As I mentioned, some basic profiling revealed that the STL unordered_map was the cause of the slowdown. The documentation even says:
Moreover, inserting an element invalidates no iterators, and removing an element invalidates only those iterators which point at the removed element.
We actually do not need this strong of a guarantee — indeed, we need no iterators at all in our use case. What happens if we just abandon this general data structure in favor of one with the minimal operations we require? It seems we have come to a situation every budding computer scientist dreams of: to improve performance, we need to build a custom hash table.
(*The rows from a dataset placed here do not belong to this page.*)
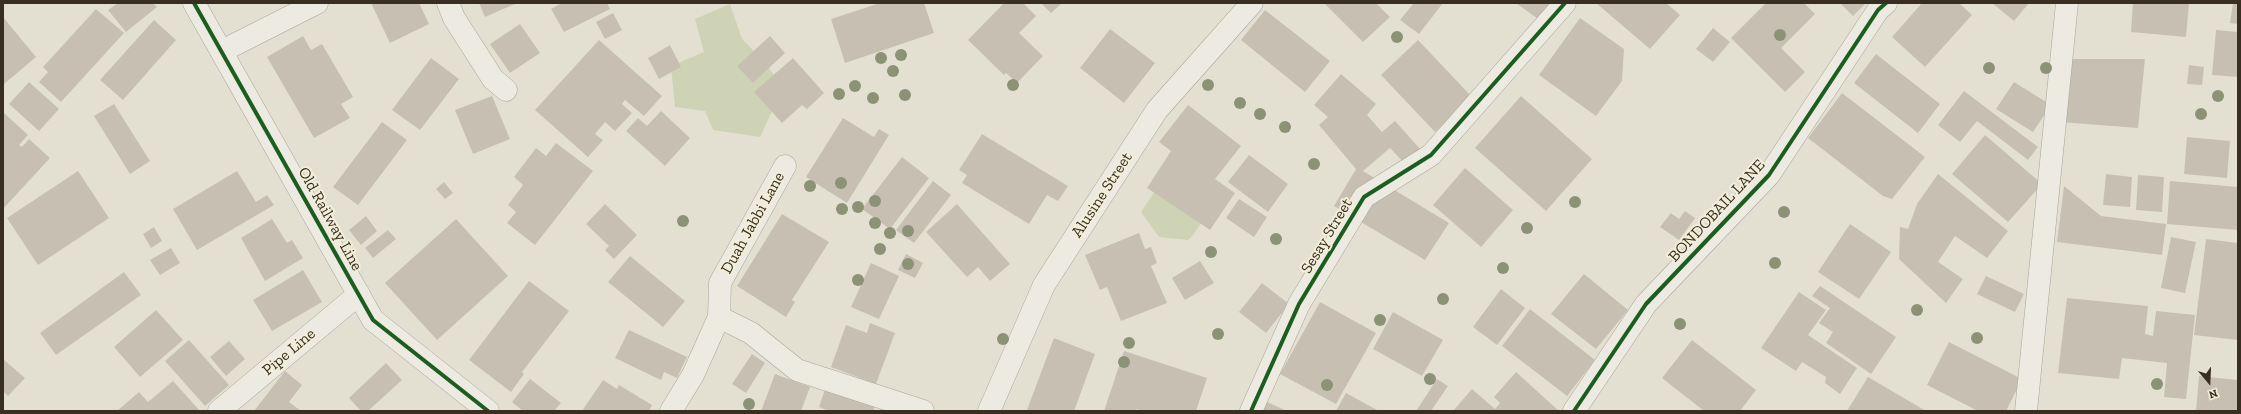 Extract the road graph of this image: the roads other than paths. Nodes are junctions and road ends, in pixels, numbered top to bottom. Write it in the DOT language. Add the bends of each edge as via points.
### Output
graph roads {
  1 [pos="194,3"];
  2 [pos="317,3"];
  3 [pos="448,3"];
  4 [pos="1252,3"];
  5 [pos="1564,3"];
  6 [pos="1886,3"];
  7 [pos="2067,3"];
  8 [pos="222,51"];
  9 [pos="506,90"];
  10 [pos="785,166"];
  11 [pos="359,294"];
  12 [pos="719,317"];
  13 [pos="219,411"];
  14 [pos="488,411"];
  15 [pos="671,411"];
  16 [pos="923,411"];
  17 [pos="988,411"];
  18 [pos="1251,411"];
  19 [pos="1574,411"];
  20 [pos="2026,411"];
  1 -- 8 [label="street, Old Railway Line"];
  2 -- 8 [label="street"];
  3 -- 9 [label="street" via="454,18 493,79"];
  4 -- 17 [label="street, Alusine Street" via="1157,110 1056,265 1044,285"];
  5 -- 18 [label="street, Sesay Street" via="1432,155 1364,197 1300,304"];
  6 -- 19 [label="street, BONDOBAIL LANE" via="1878,10 1769,176 1646,304"];
  7 -- 20 [label="street"];
  8 -- 11 [label="street, Old Railway Line"];
  10 -- 12 [label="street, Duah Jabbi Lane" via="720,282"];
  11 -- 13 [label="street, Pipe Line"];
  11 -- 14 [label="street, Old Railway Line" via="373,320"];
  12 -- 15 [label="street, Duah Jabbi Lane" via="693,375"];
  12 -- 16 [label="street" via="751,333 797,370"];
} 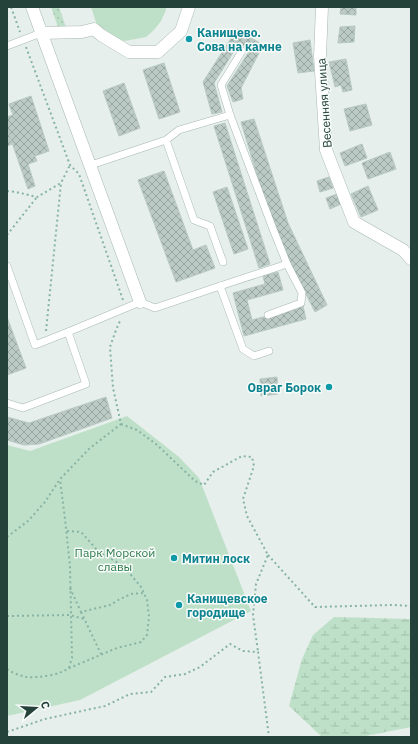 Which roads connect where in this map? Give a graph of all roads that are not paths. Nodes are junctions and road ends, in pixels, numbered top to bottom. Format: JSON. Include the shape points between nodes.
{"nodes":[{"id":1,"x":32,"y":7,"type":"edge"},
{"id":2,"x":189,"y":7,"type":"edge"},
{"id":3,"x":322,"y":7,"type":"edge"},
{"id":4,"x":42,"y":33,"type":"junction"},
{"id":5,"x":7,"y":46,"type":"edge"},
{"id":6,"x":242,"y":51,"type":"dead end"},
{"id":7,"x":230,"y":115,"type":"junction"},
{"id":8,"x":166,"y":140,"type":"junction"},
{"id":9,"x":91,"y":165,"type":"junction"},
{"id":10,"x":411,"y":259,"type":"edge"},
{"id":11,"x":223,"y":262,"type":"dead end"},
{"id":12,"x":287,"y":264,"type":"junction"},
{"id":13,"x":7,"y":266,"type":"edge"},
{"id":14,"x":220,"y":286,"type":"junction"},
{"id":15,"x":140,"y":302,"type":"junction"},
{"id":16,"x":268,"y":315,"type":"dead end"},
{"id":17,"x":68,"y":332,"type":"junction"},
{"id":18,"x":269,"y":351,"type":"dead end"},
{"id":19,"x":7,"y":403,"type":"edge"}],
"edges":[{"from":1,"to":4,"type":"street"},
{"from":2,"to":4,"type":"street","via":[[181,31],[158,52],[129,52],[94,29],[82,32]]},
{"from":3,"to":10,"type":"street","name":"Весенняя улица","via":[[320,56],[326,150],[354,222],[403,250]]},
{"from":4,"to":5,"type":"lane"},
{"from":4,"to":9,"type":"street"},
{"from":6,"to":7,"type":"lane","via":[[221,85]]},
{"from":7,"to":8,"type":"lane","via":[[179,130]]},
{"from":7,"to":12,"type":"lane"},
{"from":8,"to":9,"type":"lane"},
{"from":8,"to":11,"type":"lane","via":[[194,220],[210,226]]},
{"from":9,"to":15,"type":"street"},
{"from":12,"to":14,"type":"lane"},
{"from":12,"to":16,"type":"lane","via":[[302,293],[301,303]]},
{"from":13,"to":17,"type":"lane","via":[[35,345]]},
{"from":14,"to":15,"type":"lane","via":[[155,308]]},
{"from":14,"to":18,"type":"lane","via":[[243,348],[254,356]]},
{"from":15,"to":17,"type":"lane"},
{"from":17,"to":19,"type":"lane","via":[[86,384],[23,408]]}]}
If, like most of us, your CS fundamentals are rusty and you don’t write hash tables for fun or profit, consult the “Hash table” Wikipedia page for a refresher. In summary, we will need a list of buckets to hold our data items, a hash function and equality operation for the key type, and a collision strategy to deal with keys that hash to the same bucket. For simplicity of our V1 implementation, we’ll choose an open addressing scheme where any bucket is “open” (free to be used) for any hashed entry; in other words, we will consider buckets in addition to the one where the hash code matches. To deal with collisions, we will probe for open buckets with a linear probing sequence, meaning we will keep scanning through the buckets to find a free slot. With open addressing, the load factor (the percentage of the table we are allowed to fill before resizing) is quite important, so we need to keep this in mind as well.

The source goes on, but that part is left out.